B.       Munculnya Masalah Ahli Waris Pengganti dalam Hukum Kewarisan Islam
1.    Pengelompokkan ahli waris
a.    Dzawi al furudl (mereka yang mendapat bagian yang telah ditentukan)
b.    ‘Ashabat (mereka yang mendapat bagian yang belum ditentukan)
c.    Dzawi al arham (mereka yang mempunyai hubungan nasab denga pewaris, yang tidak termasuk dzawi al furudl dan tidak termasuk kepada‘ashabat)
2.    Prioritas penerimaan warisan
Prioritas penerimaan warisan bagi ahli waris dalam tiga kelompok tersebut, pertama harta diberikan kepada dzawi al furudl, kalau tidak ada dzawi al furudl, maka pembagian beralih ke  ‘ashabat, kalau ‘ashabat juga tidak ada, maka yangmenjadi ahli waris adalah dzawi al arham.
Dalam masing-masing kelompok ditentukan pula prioritas penerimaanny. Seseorang yang mempunyai prioritas penerimaan bisa menghalangi atau menutup (hajib) terhadap ahli waris lain, sehingga penerimaan orang bisa menjadi lebih kecil atau bahkan tidak mendapatkan warisan (mahjub).
3.    Kedudukan cucu dan munculnya masalah ahli waris pengganti
Cucu dalam kewarisan islam mempunyai kedudukan yang tidak sama, mereka dapat dibedakan menjadi empat macam;
a.    Anak laki-laki dari anak laki-laki (ibn al ibn) dan seterusnya kebawah melaluui garis laki-laki
b.    Anak perempuan dari anak laki-laki (bint al ibn) dan seterusnya kebawah melaluui garis laki-laki
c.    Anak laki-laki dari anak perempuan (ibn al bint) dan seterusnya kebawah melaluui garis perempuan
d.   Anak perempuan dari anak perempuan (bint al bint) dan seterusnya kebawah melaluui garis perempuan

C.       Wasiat Wajibah sebagai Alernatif Penyelesaian Bagi Ahli Waris yang Tidak Menerima Bagian
1.    Kajian kedudukan cucu dalam pertemuan ilmiah
a.    Seminar hukum nasional yang diselenggarakan dari tanggal 12 s.d 16 Maret 1963
b.    Seminar hukum waris bagi umat Islam yang diselenggarakan dari tanggal 22 s.d 26 Mei 1978
c.    Diskusi tim pengkajian hukum Islam BPHN tentang kewarisan tanggal 20 Desember 1981
d.   Simposium hukum kewarisan Islam dalam hukum pembaharuan perdata nasional yang diselenggarakan dari tanggal 21 s.d 23 Desember 1981
e.    Seminar hukum waris pada tanggal 5 s.d 8 April 1982
f.     Sinopsis hukum waris nasional pada tanggal 10-12 Februari 1983

2.    Ketentuan wasiat wajibah dan cara memberikan bagian kepada cucu yang terhalang melalui wasiat wajibah
Sehubungan dengan kedudukan cucu yang terhalang untuk menerima bagian warisan, para ulama memberikan alternatif penyelesaian untuk memberikan bagian bagi cucu tersebut. Mereka mengajukan alternatif penyelesaian itu dengan cara wasiat wajibah, sebagaimana terdapat dalam undang-undang wasiat di Mesir. Hal tersebut sebagaimana dikemukakan oleh Hasbi Ashshiddieqy, Wahab Arif, Toha Yahaya Omar dan Mahmud Yunus.
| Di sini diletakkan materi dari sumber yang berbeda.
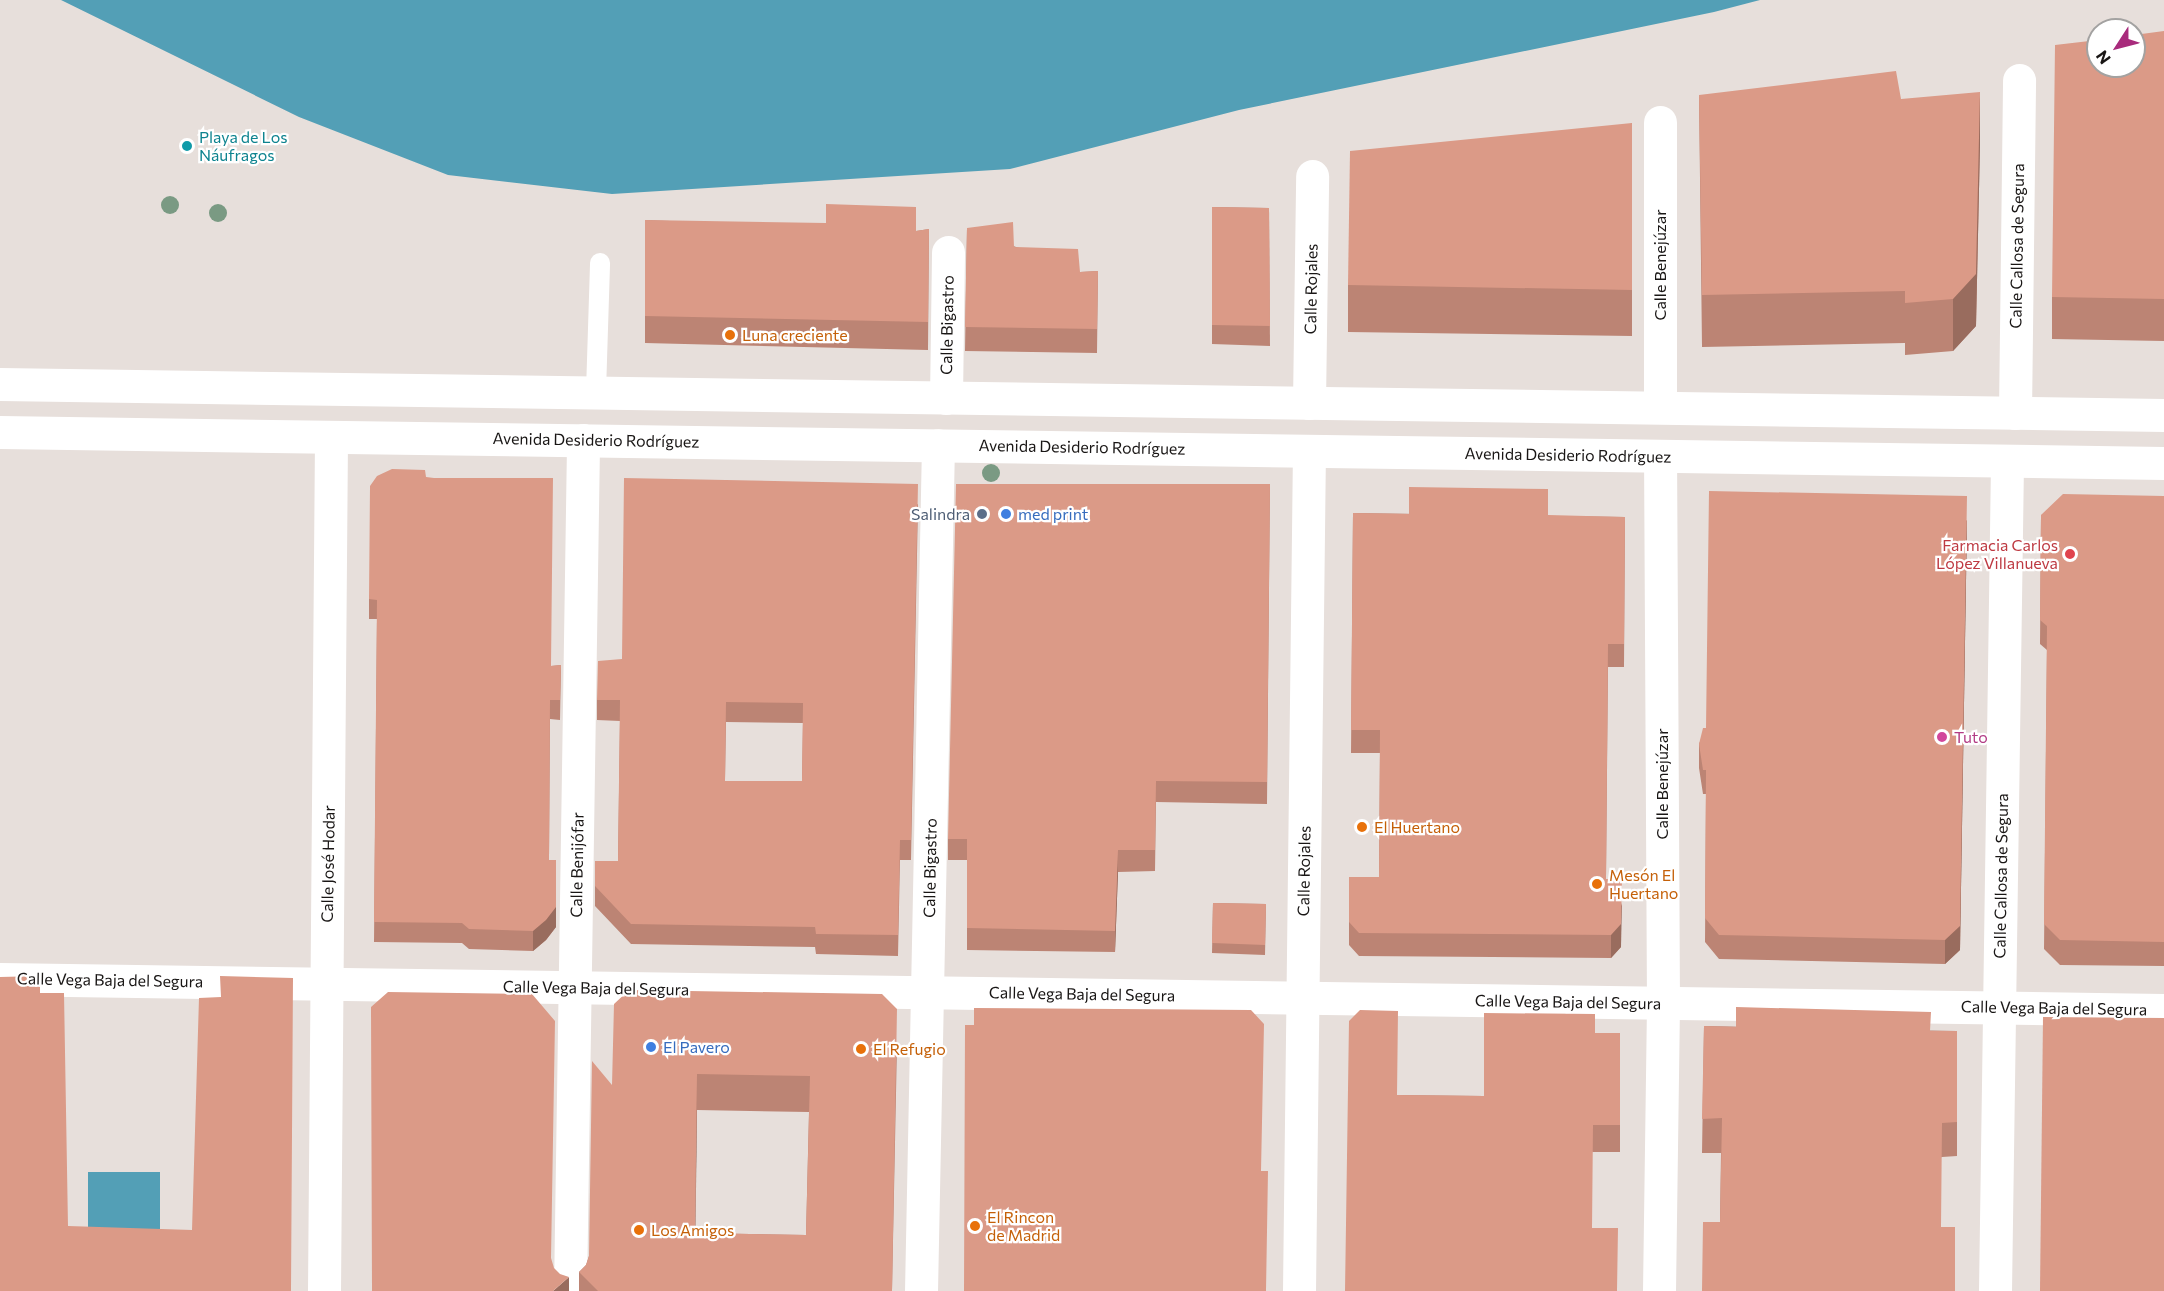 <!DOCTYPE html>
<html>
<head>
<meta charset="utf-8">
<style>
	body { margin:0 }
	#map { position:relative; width:2164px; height:1291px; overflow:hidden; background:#e7dfdb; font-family:Commissioner,sans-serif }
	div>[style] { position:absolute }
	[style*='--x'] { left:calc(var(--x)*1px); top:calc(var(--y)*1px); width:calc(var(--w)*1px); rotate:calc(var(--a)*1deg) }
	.water>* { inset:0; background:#539fb6 }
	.service>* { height:20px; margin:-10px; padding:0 10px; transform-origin:10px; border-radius:10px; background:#fff }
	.minor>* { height:33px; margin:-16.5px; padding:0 16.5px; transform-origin:16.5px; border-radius:16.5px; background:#fff }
	.tertiary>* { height:33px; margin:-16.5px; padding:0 16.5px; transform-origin:16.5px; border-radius:16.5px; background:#fff }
	.trees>* { width:18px; height:18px; margin:-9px; border-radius:50%; background:#7a9a83 }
	.wall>* { inset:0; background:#bc8474 }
	.shaded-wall>* { inset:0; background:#996c5e }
	.building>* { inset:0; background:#db9a87 }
	.dots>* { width:16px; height:16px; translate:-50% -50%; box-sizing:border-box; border:3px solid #fff; border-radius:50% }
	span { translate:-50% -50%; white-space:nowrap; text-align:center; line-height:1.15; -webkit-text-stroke:4.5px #fff; paint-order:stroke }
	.culture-label { font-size:16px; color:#0d838f }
	.left { translate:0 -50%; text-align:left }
	.street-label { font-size:16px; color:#191615 }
	.food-label { font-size:16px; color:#c56008 }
	.service-label { font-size:16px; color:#4e5e75 }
	.right { translate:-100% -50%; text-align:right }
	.shop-label { font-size:16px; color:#366cbe }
	.health-label { font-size:16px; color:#be3a42 }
	.hotel-label { font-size:16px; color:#b23c85 }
	.north { position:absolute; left:2086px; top:18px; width:60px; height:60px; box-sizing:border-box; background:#fff; border:2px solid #a3a2a1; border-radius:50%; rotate:234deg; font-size:16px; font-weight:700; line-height:24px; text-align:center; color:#191615 }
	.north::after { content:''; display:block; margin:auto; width:21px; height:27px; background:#a82b7c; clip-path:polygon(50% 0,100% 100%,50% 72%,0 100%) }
</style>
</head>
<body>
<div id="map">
	<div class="water">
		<div style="clip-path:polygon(61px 0,1760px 0,1714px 12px,1239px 110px,1010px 169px,612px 194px,448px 175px,299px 117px)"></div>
		<div style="clip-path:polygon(88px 1172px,160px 1172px,160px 1229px,88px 1229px)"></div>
	</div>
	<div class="service">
		<div style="--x:596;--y:392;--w:129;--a:-88.2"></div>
	</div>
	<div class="minor">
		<div style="--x:946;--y:398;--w:146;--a:-89.2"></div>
		<div style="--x:1309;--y:403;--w:227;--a:-89.2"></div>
		<div style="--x:1660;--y:407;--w:285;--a:-90"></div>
		<div style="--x:2015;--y:413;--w:333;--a:-89.3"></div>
		<div style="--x:0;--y:979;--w:2164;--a:0.82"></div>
		<div style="--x:324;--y:1291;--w:854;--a:-89.53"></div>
		<div style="--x:570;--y:1291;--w:851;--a:-89.12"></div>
		<div style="--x:921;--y:1291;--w:846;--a:-88.85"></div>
		<div style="--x:1299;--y:1291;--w:840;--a:-89.32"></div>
		<div style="--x:1659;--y:1291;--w:288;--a:-89.2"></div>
		<div style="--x:1663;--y:1003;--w:547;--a:-90.31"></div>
		<div style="--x:1995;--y:1291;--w:830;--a:-89.17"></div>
	</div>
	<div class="tertiary">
		<div style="--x:0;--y:384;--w:2164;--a:0.82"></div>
		<div style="--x:0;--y:432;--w:2164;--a:0.82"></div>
	</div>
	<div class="trees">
		<div style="left:170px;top:205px"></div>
		<div style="left:218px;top:213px"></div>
		<div style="left:991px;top:473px"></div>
	</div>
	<div class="wall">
		<div style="clip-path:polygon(2164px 31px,2164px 341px,2052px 339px,2052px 297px)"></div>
		<div style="clip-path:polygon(1699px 95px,1901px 99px,1980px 144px,1976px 326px,1953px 351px,1905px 355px,1905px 343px,1702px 347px)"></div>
		<div style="clip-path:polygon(1632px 123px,1632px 336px,1348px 332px,1348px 285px)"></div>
		<div style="clip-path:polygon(1212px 207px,1269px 208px,1270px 346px,1212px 344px)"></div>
		<div style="clip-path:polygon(645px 220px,916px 231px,929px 229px,928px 350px,645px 343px)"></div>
		<div style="clip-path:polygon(967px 228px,1080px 272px,1098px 271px,1097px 353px,965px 351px)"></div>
		<div style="clip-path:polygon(426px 477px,551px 666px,561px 665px,560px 720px,550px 719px,549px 860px,556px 927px,546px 940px,533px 951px,469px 949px,462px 943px,374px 942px,377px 619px,369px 619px,369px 599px)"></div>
		<div style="clip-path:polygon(1270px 484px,1267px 804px,1156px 802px,1155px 871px,1118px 872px,1115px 952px,967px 950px,967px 860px,948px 860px,948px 839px)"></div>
		<div style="clip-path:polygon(2164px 496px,2164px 966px,2060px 965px,2044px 949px,2047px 650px,2040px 644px,2041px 515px)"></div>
		<div style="clip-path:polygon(evenodd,918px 504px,911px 860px,900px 860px,898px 956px,816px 954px,815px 947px,631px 944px,595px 906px,595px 861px,618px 861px,620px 721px,597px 720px,597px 700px,622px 659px,918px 504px,726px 722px,803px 723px,802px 781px,725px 781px,726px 722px)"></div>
		<div style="clip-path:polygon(1353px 513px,1625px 517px,1624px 667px,1608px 667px,1606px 879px,1621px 947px,1611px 958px,1359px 956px,1349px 945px,1349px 877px,1379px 877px,1380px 753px,1351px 753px)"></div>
		<div style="clip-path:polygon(1967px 520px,1960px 950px,1945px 964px,1719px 959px,1705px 942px,1706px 794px,1703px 794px,1699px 768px,1699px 744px,1706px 728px)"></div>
		<div style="clip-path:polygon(1213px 903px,1266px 904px,1265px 955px,1212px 953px)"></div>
		<div style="clip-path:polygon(1704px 1026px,1957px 1031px,1957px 1156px,1942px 1157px,1720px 1222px,1721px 1153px,1702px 1153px)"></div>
		<div style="clip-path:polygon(1595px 1033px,1620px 1033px,1620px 1152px,1593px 1152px,1398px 1095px,1484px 1096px)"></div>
		<div style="clip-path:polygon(evenodd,897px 1045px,892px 1291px,579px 1291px,579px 1272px,586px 1265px,589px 1256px,612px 1085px,897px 1045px,697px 1110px,809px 1112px,806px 1235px,695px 1233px,697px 1110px)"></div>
	</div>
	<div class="shaded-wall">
		<div style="clip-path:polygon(1980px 92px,1980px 144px,1976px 326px,1953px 351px,1953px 299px)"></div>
		<div style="clip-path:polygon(1967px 520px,1960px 950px,1945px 964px,1945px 940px)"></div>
		<div style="clip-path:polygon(1118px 850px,1118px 872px,1115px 952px,1115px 931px)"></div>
		<div style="clip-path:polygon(556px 860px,556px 927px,546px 940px,533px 951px,533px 931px)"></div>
		<div style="clip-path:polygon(1622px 903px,1621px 947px,1611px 958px,1611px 935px)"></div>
		<div style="clip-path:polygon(697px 1074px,697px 1110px,695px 1269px,695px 1233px)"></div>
		<div style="clip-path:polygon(569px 1277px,569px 1291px,553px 1291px)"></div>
	</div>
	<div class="building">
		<div style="clip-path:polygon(2164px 31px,2164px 299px,2052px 297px,2055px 45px,2098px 40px,2098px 66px,2134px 66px,2134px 35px)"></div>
		<div style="clip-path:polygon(1896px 71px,1901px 99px,1980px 92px,1976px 274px,1953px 299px,1905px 303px,1905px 291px,1702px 295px,1699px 95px)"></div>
		<div style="clip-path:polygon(1632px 123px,1632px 290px,1348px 285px,1350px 151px)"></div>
		<div style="clip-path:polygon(826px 204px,916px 207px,916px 231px,929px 229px,928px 322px,645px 316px,645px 220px,826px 223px)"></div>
		<div style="clip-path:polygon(1212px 207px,1269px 208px,1270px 326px,1212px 325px)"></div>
		<div style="clip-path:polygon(1013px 222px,1014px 247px,1078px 249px,1080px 272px,1098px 271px,1097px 329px,965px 327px,967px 228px)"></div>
		<div style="clip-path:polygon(392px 469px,425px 470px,426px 477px,434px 478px,553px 478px,551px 666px,561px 665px,560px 700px,550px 700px,549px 860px,556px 860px,556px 907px,546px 920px,533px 931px,469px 929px,462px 923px,374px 922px,377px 600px,369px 599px,370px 486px,377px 476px)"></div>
		<div style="clip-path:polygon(evenodd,624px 478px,918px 484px,911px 840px,900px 840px,898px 935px,816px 934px,815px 927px,631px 924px,595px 886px,595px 861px,618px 861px,620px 700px,597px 700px,598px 661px,622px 659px,624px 478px,726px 702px,803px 703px,802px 781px,725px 781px,726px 702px)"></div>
		<div style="clip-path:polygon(956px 484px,1270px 484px,1267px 782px,1156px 781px,1155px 850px,1118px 850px,1115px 931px,967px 928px,967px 839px,948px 839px)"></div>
		<div style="clip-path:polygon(1409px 487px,1548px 489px,1548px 515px,1625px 517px,1624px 644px,1608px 644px,1606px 879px,1622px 880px,1621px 924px,1611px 935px,1359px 933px,1349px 922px,1349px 877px,1379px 877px,1380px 730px,1351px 730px,1353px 513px,1409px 514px)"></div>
		<div style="clip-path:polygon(1709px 491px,1967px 496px,1960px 926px,1945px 940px,1719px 935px,1705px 918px,1706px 770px,1703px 770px,1699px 744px,1703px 728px,1706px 728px)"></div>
		<div style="clip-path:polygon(2063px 494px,2164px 496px,2164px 942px,2060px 940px,2044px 924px,2047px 626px,2040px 620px,2041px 515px)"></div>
		<div style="clip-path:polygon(1213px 903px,1266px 904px,1265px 945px,1212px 943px)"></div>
		<div style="clip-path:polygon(40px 976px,40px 993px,64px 993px,68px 1226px,192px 1230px,199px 998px,221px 997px,220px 976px,293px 978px,291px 1291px,0 1291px,0 977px)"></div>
		<div style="clip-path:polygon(evenodd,629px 990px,882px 994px,897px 1009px,892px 1291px,598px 1291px,579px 1272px,586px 1265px,589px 1256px,592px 1061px,612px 1085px,614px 1004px,629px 990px,697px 1074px,810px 1076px,806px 1235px,695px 1233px,697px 1074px)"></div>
		<div style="clip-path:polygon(388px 992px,532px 994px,555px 1021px,551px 1258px,554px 1268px,560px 1274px,569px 1277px,553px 1291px,372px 1291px,371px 1007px)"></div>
		<div style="clip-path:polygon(1736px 1007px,1931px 1012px,1930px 1031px,1957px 1031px,1957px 1122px,1942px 1123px,1941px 1227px,1955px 1227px,1955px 1291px,1702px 1291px,1703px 1222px,1720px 1222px,1722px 1118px,1702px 1119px,1704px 1026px,1736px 1027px)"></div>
		<div style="clip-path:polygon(974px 1008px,1251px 1010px,1264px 1024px,1261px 1171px,1268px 1171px,1266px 1291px,964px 1291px,965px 1025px,974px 1025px)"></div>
		<div style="clip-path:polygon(1360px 1010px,1398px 1011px,1397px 1095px,1484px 1096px,1484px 1013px,1595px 1014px,1595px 1033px,1620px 1033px,1620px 1125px,1593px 1125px,1592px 1228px,1618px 1228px,1617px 1291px,1345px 1291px,1349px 1021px)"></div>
		<div style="clip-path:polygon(2043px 1017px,2164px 1018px,2164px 1291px,2040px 1291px)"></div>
	</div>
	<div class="dots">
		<div style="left:187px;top:146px;background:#0f9aa8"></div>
		<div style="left:730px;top:335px;background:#e8710a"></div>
		<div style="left:982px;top:514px;background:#5c6f8a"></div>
		<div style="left:1006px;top:514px;background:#3f7fe0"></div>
		<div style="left:2070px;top:554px;background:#e0444e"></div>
		<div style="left:1942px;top:737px;background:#d1479c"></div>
		<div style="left:1362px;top:827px;background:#e8710a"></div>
		<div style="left:1597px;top:884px;background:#e8710a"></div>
		<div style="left:651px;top:1047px;background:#3f7fe0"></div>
		<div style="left:861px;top:1049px;background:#e8710a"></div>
		<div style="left:975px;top:1226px;background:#e8710a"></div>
		<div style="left:639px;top:1230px;background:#e8710a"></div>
	</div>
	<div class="culture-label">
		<span class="left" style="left:199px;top:146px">Playa de Los<br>Náufragos</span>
	</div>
	<div class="street-label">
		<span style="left:2017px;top:246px;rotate:-89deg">Calle Callosa de Segura</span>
		<span style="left:1660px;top:265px;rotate:-90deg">Calle Benejúzar</span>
		<span style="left:1311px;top:289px;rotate:-89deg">Calle Rojales</span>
		<span style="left:947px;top:325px;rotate:-89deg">Calle Bigastro</span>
		<span style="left:596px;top:440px;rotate:1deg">Avenida Desiderio Rodríguez</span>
		<span style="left:1082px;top:447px;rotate:1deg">Avenida Desiderio Rodríguez</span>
		<span style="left:1568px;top:455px;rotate:1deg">Avenida Desiderio Rodríguez</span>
		<span style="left:1662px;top:784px;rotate:-90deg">Calle Benejúzar</span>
		<span style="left:328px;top:864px;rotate:-89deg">Calle José Hodar</span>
		<span style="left:577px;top:865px;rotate:-89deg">Calle Benijófar</span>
		<span style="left:930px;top:868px;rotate:-89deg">Calle Bigastro</span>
		<span style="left:1304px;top:871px;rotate:-89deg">Calle Rojales</span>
		<span style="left:2001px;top:876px;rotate:-89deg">Calle Callosa de Segura</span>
		<span style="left:110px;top:980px;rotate:1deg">Calle Vega Baja del Segura</span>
		<span style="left:596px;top:988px;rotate:1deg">Calle Vega Baja del Segura</span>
		<span style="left:1082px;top:994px;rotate:1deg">Calle Vega Baja del Segura</span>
		<span style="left:1568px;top:1002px;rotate:1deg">Calle Vega Baja del Segura</span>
		<span style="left:2054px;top:1008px;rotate:1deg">Calle Vega Baja del Segura</span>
	</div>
	<div class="food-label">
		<span class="left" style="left:742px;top:335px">Luna creciente</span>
		<span class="left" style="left:1374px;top:827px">El Huertano</span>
		<span class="left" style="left:1609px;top:884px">Mesón El<br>Huertano</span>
		<span class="left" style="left:873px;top:1049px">El Refugio</span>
		<span class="left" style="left:987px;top:1226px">El Rincon<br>de Madrid</span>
		<span class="left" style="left:651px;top:1230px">Los Amigos</span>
	</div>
	<div class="service-label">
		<span class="right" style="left:970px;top:514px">Salindra</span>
	</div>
	<div class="shop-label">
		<span class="left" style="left:1018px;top:514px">med print</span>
		<span class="left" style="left:663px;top:1047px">El Pavero</span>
	</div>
	<div class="health-label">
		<span class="right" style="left:2058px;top:554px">Farmacia Carlos<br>López Villanueva</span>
	</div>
	<div class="hotel-label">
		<span class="left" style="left:1954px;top:737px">Tuto</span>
	</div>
	<div class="north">N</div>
</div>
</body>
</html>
3.    Wasiat wajibah belum menuntaskan penyelesaian ahli waris yang terhalang
Pemberian bagian kepada cucu yang terhalang menurut wasiat wajibah, bukan sebagai pengganti dari orang tuanya yang meningggal dunia terlebih dahulu. Namun ketentuan itu merupakan wasiat yang harus dilaksanakan sekalipun tidak diikrarkan. Bagian yang dapat diberikan maksimal sepertiga, dan bagi keturunan anak perempuan dibatasi hanya pada lapisan pertama (al thabaqat al ula).
Melihat uraian di atas, nampaknya penyelesaian melalui wasiat wajibah untuk memberikan bagian kepada keturunan yang terhalanng oleh saudara orang tuanya, yang telah meninggal terlebih dahulu belum tuntas pengaturannya.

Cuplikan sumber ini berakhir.